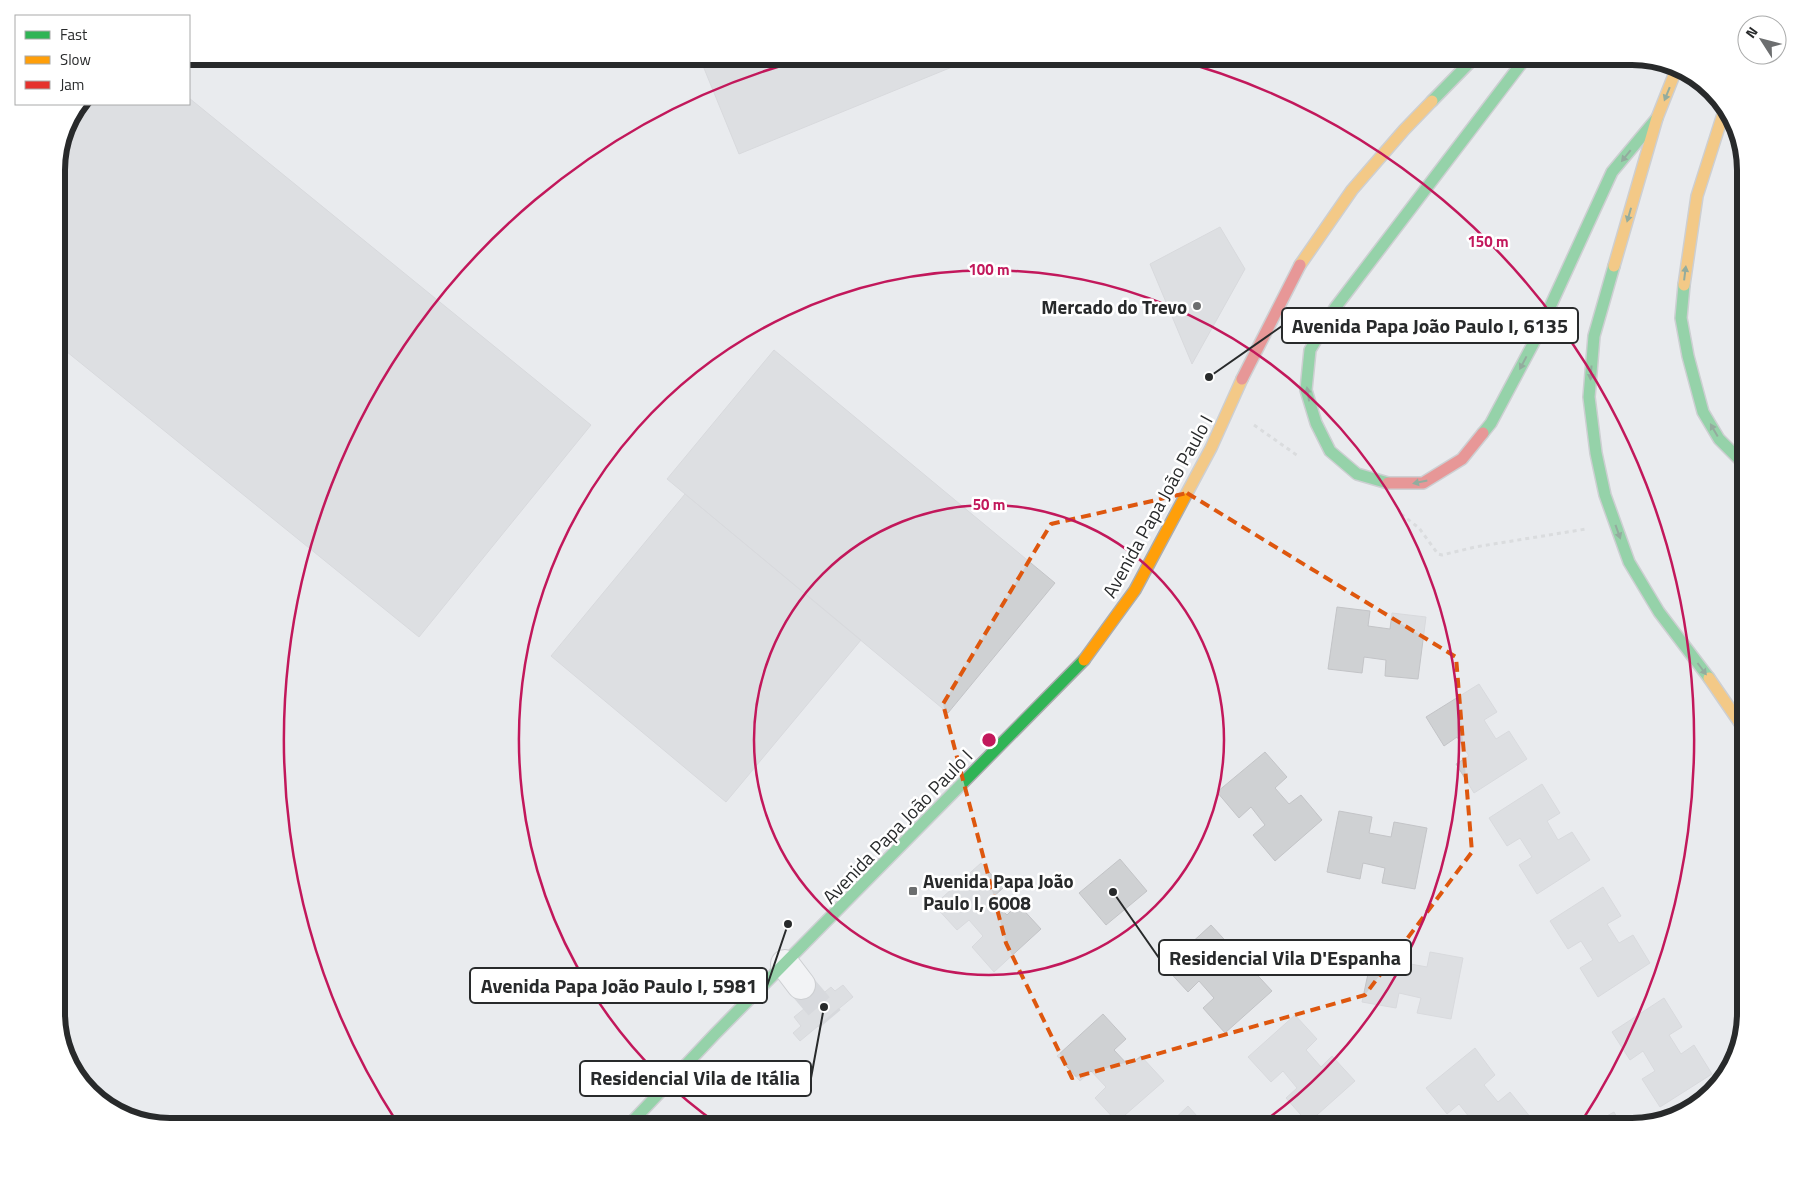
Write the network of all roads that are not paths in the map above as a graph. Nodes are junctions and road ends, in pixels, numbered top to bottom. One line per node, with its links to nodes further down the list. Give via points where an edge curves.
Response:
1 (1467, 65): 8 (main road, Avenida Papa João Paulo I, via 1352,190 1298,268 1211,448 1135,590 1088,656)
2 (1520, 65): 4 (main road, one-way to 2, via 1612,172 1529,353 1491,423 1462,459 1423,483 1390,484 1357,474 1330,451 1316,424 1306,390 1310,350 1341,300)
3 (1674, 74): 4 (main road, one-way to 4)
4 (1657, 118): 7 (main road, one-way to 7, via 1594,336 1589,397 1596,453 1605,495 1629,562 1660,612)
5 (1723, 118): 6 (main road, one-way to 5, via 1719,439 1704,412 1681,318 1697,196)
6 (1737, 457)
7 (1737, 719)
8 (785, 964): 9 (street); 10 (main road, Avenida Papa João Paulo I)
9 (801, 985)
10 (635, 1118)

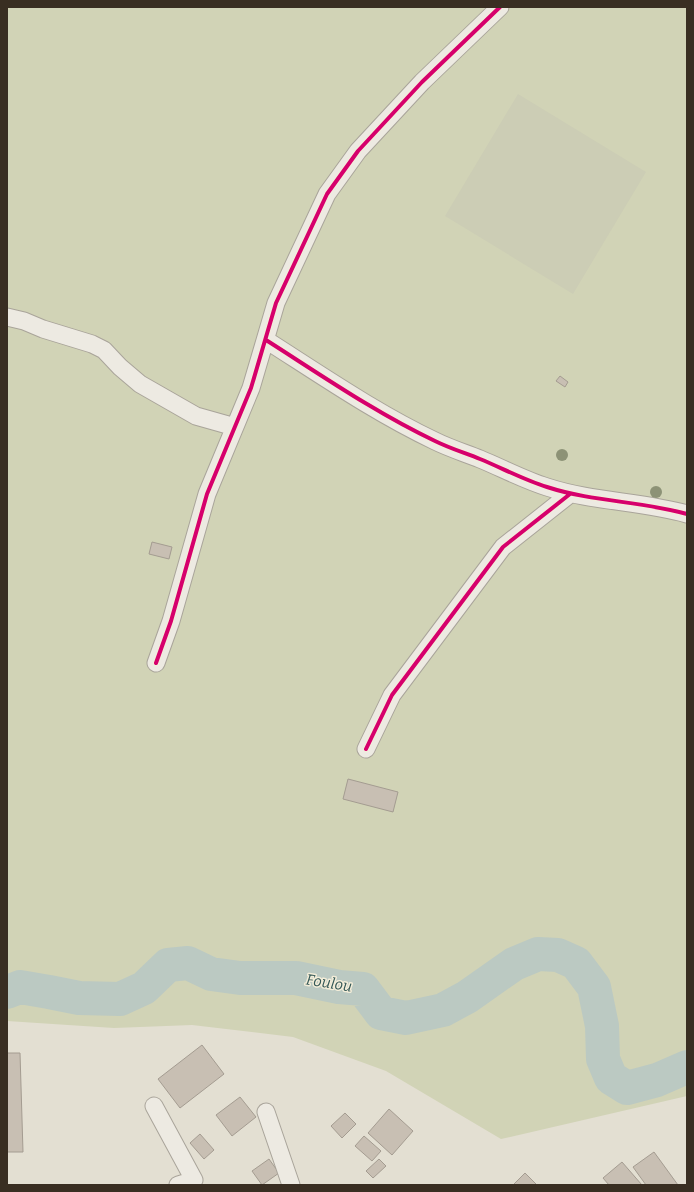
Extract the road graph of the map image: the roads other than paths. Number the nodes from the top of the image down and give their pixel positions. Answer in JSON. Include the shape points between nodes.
---
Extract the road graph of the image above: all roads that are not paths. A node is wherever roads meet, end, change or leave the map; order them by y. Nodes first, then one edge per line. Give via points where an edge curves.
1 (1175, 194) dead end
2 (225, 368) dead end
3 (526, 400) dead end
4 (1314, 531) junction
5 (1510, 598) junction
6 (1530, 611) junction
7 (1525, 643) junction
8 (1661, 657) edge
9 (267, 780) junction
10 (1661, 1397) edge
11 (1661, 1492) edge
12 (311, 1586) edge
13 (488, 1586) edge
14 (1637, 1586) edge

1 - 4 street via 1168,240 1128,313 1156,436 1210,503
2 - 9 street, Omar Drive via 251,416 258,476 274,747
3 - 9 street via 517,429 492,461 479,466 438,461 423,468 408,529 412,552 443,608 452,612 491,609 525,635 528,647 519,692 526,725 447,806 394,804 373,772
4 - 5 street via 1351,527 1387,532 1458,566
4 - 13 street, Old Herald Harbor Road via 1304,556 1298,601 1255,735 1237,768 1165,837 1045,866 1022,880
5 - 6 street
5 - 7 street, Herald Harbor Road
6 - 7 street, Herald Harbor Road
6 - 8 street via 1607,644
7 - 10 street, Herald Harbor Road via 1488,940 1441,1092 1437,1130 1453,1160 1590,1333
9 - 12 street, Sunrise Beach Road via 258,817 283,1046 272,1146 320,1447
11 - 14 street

◆ **Action item**
For each line of the material that includes the word "down", make a copy.

◆ **Exercise response**
Write the network of all roads that are not paths in the map above as a graph. Nodes are junctions and road ends, in pixels, numbered top to bottom. One line per node, with its links to nodes further down the list. Give via points where an edge curves.
Extract the road graph of the map image: the roads other than paths. Number the nodes from the top of the image down and give their pixel positions. Answer in JSON. Include the shape points between nodes.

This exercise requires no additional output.